WHAT IS EXPECTED: Retype the following records exactly and exclude the pictures.
INFORMATION PROVIDED below:
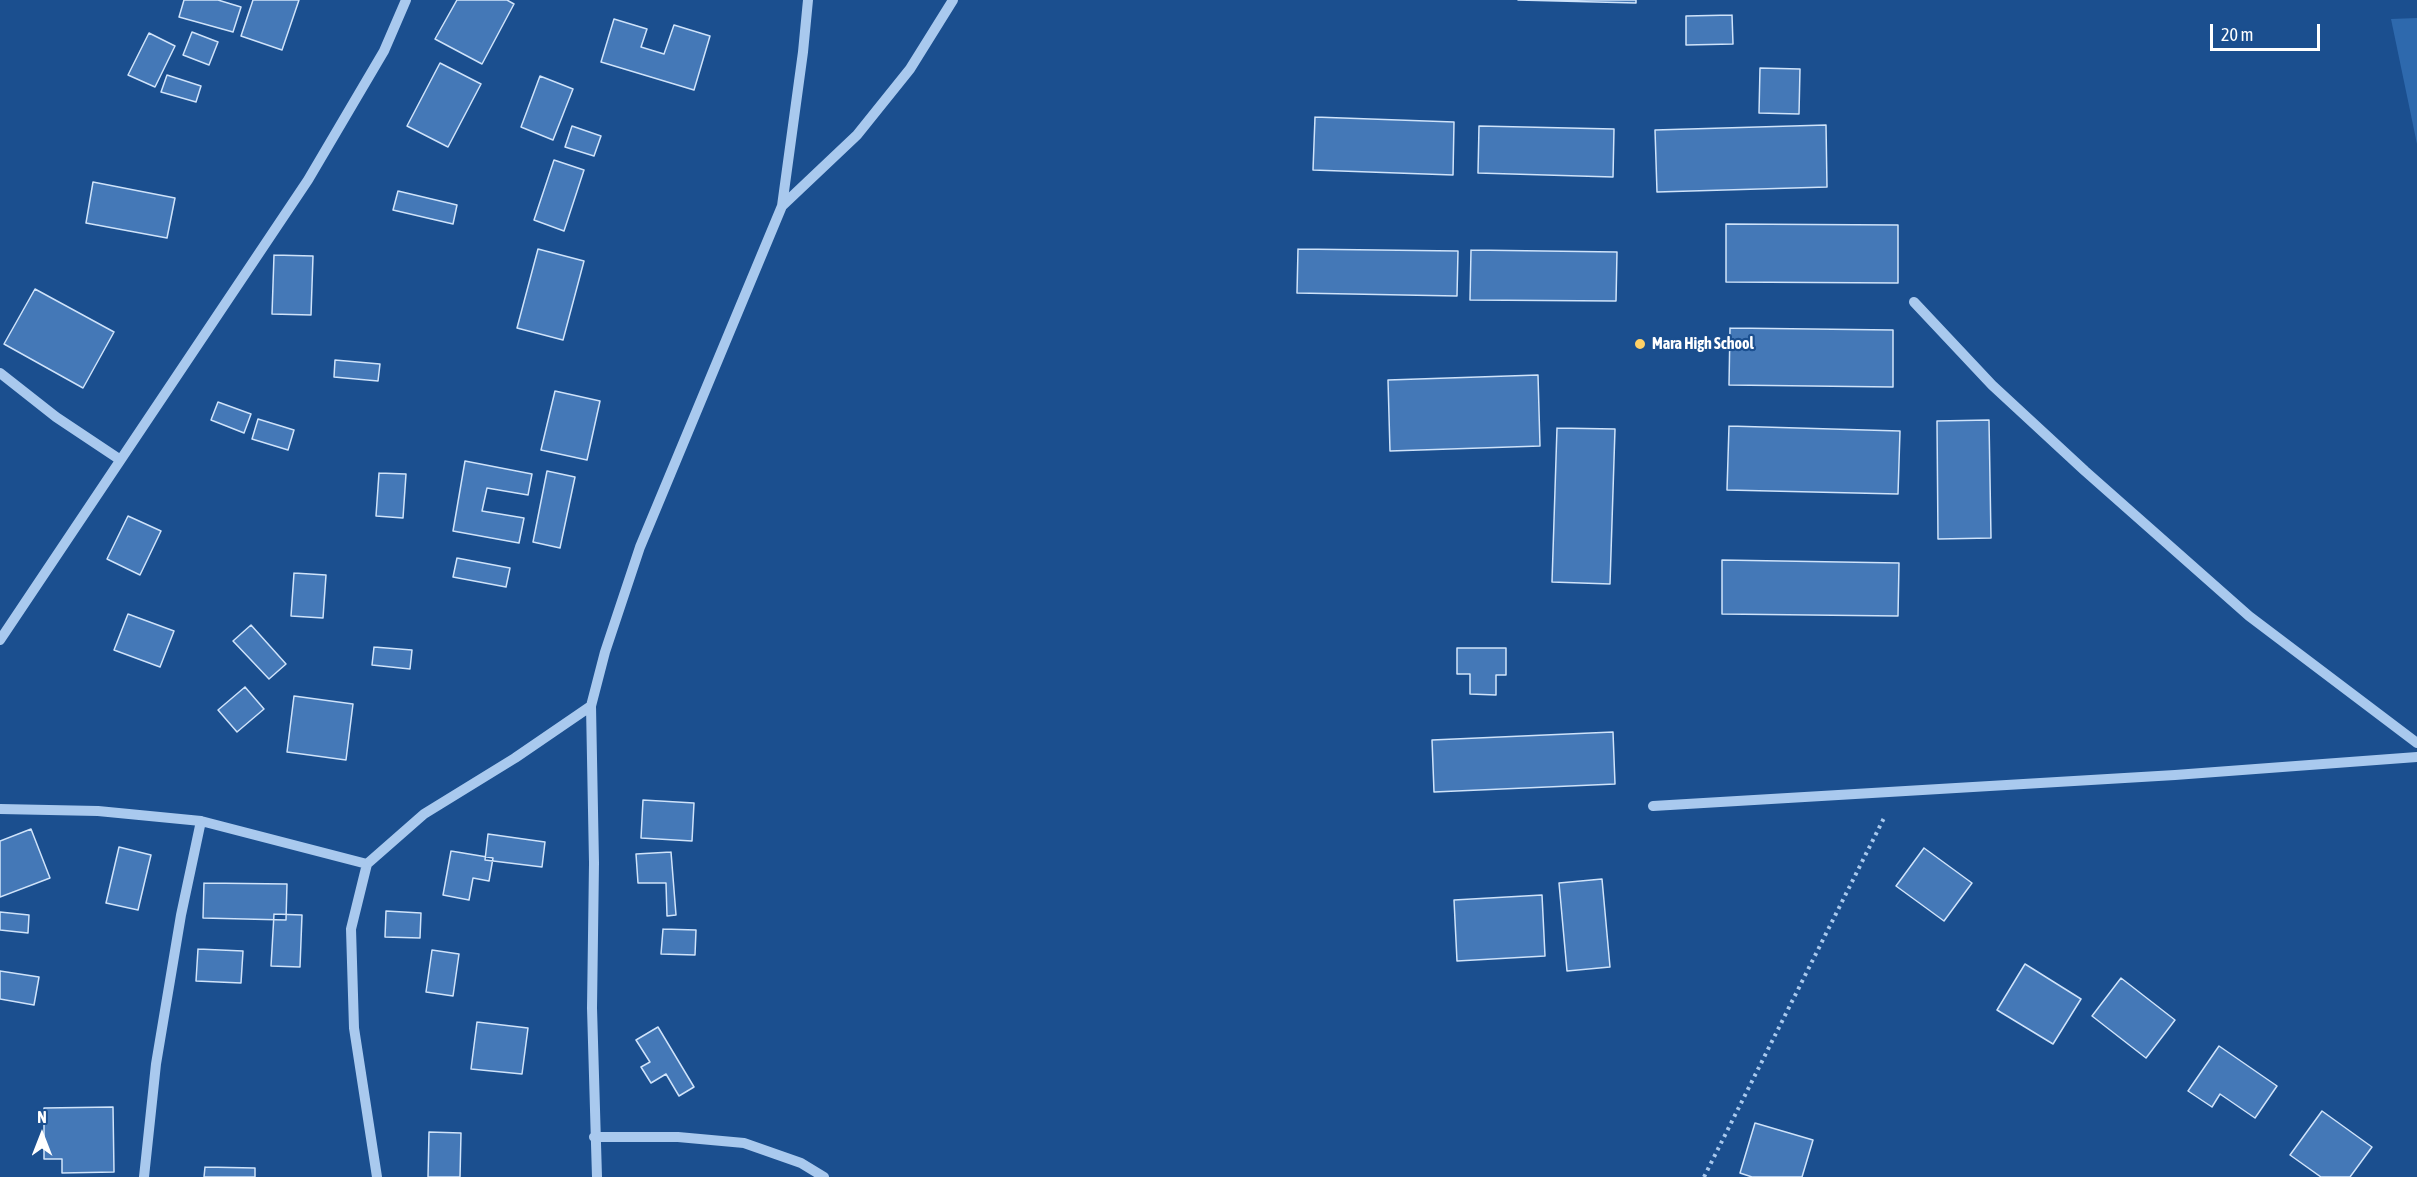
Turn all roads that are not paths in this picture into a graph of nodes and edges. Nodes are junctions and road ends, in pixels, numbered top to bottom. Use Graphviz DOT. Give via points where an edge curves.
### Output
graph roads {
  1 [pos="406,0"];
  2 [pos="807,0"];
  3 [pos="953,0"];
  4 [pos="782,206"];
  5 [pos="1914,302"];
  6 [pos="0,373"];
  7 [pos="119,459"];
  8 [pos="0,640"];
  9 [pos="591,706"];
  10 [pos="2417,743"];
  11 [pos="2417,757"];
  12 [pos="1653,806"];
  13 [pos="0,809"];
  14 [pos="201,821"];
  15 [pos="367,864"];
  16 [pos="594,1137"];
  17 [pos="144,1177"];
  18 [pos="377,1177"];
  19 [pos="597,1177"];
  20 [pos="824,1177"];
  1 -- 7 [label="street" via="384,51 308,180"];
  2 -- 4 [label="street"];
  3 -- 4 [label="street" via="910,69 857,135"];
  4 -- 9 [label="street" via="640,547"];
  5 -- 10 [label="street" via="1992,385 2231,601"];
  6 -- 7 [label="street"];
  7 -- 8 [label="street"];
  9 -- 15 [label="street" via="424,814"];
  9 -- 16 [label="street"];
  11 -- 12 [label="street"];
  13 -- 14 [label="street" via="98,811"];
  14 -- 15 [label="street"];
  14 -- 17 [label="street" via="156,1064"];
  15 -- 18 [label="street" via="351,929 354,1028"];
  16 -- 19 [label="street"];
  16 -- 20 [label="street" via="678,1137 744,1143 801,1163"];
}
End of INFORMATION PROVIDED.
ANSWER BOX:
Turn all roads that are not paths in this picture into a graph of nodes and edges. Nodes are junctions and road ends, in pixels, numbered top to bottom. Use Graphviz DOT. Give via points where an edge curves.
### Output
graph roads {
  1 [pos="406,0"];
  2 [pos="807,0"];
  3 [pos="953,0"];
  4 [pos="782,206"];
  5 [pos="1914,302"];
  6 [pos="0,373"];
  7 [pos="119,459"];
  8 [pos="0,640"];
  9 [pos="591,706"];
  10 [pos="2417,743"];
  11 [pos="2417,757"];
  12 [pos="1653,806"];
  13 [pos="0,809"];
  14 [pos="201,821"];
  15 [pos="367,864"];
  16 [pos="594,1137"];
  17 [pos="144,1177"];
  18 [pos="377,1177"];
  19 [pos="597,1177"];
  20 [pos="824,1177"];
  1 -- 7 [label="street" via="384,51 308,180"];
  2 -- 4 [label="street"];
  3 -- 4 [label="street" via="910,69 857,135"];
  4 -- 9 [label="street" via="640,547"];
  5 -- 10 [label="street" via="1992,385 2231,601"];
  6 -- 7 [label="street"];
  7 -- 8 [label="street"];
  9 -- 15 [label="street" via="424,814"];
  9 -- 16 [label="street"];
  11 -- 12 [label="street"];
  13 -- 14 [label="street" via="98,811"];
  14 -- 15 [label="street"];
  14 -- 17 [label="street" via="156,1064"];
  15 -- 18 [label="street" via="351,929 354,1028"];
  16 -- 19 [label="street"];
  16 -- 20 [label="street" via="678,1137 744,1143 801,1163"];
}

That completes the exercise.